> **DATA FOR THE TASK**:
—————

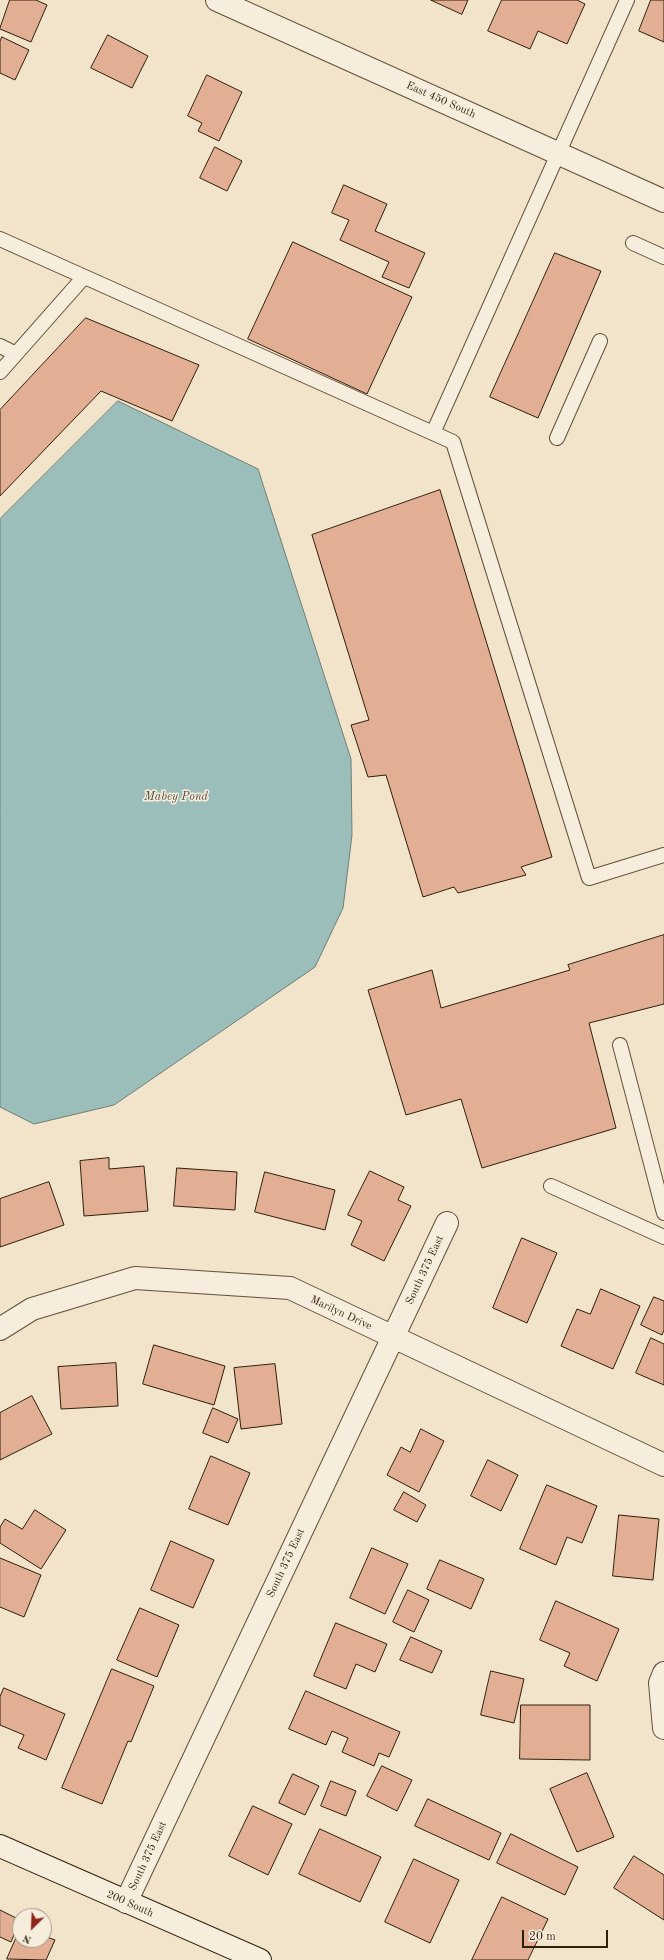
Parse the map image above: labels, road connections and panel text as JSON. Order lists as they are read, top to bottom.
{
  "streets": {
    "street": [
      "East 450 South",
      "South 375 East",
      "Marilyn Drive",
      "200 South"
    ]
  },
  "crossings": [
    ["South 375 East", "Marilyn Drive"],
    ["South 375 East", "200 South"]
  ],
  "water": ["Mabey Pond"],
  "scale_bar": "20 m",
  "north": "bottom left"
}
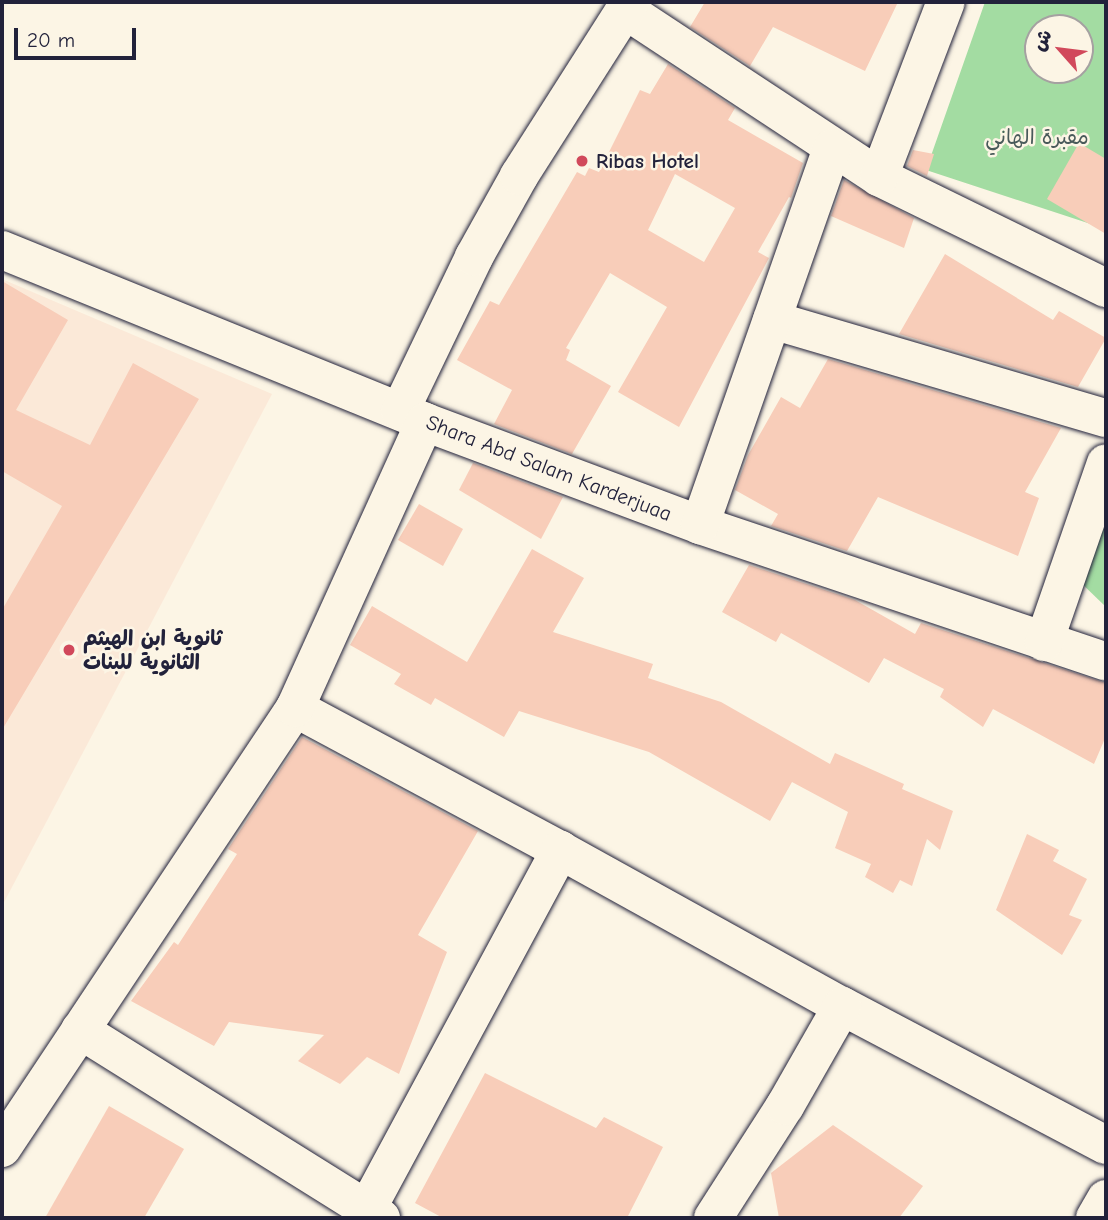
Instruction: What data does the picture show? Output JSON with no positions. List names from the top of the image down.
{
  "streets": {
    "street": ["Shara Abd Salam Karderjuaa"]
  },
  "parks": ["مقبرة الهاني"],
  "places": ["Ribas Hotel", "ثانوية ابن الهيثم الثانوية للبنات"],
  "scale_bar": "20 m",
  "north": "top left"
}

—————

> **INSTRUCTIONS FOR THE TASK**:
Using the listing above, return exactly, and only, the lines from the one that contains "Instruction: What data" through its last line, both included.

> **REPLY TO THE TASK**:
Instruction: What data does the picture show? Output JSON with no positions. List names from the top of the image down.
{
  "streets": {
    "street": ["Shara Abd Salam Karderjuaa"]
  },
  "parks": ["مقبرة الهاني"],
  "places": ["Ribas Hotel", "ثانوية ابن الهيثم الثانوية للبنات"],
  "scale_bar": "20 m",
  "north": "top left"
}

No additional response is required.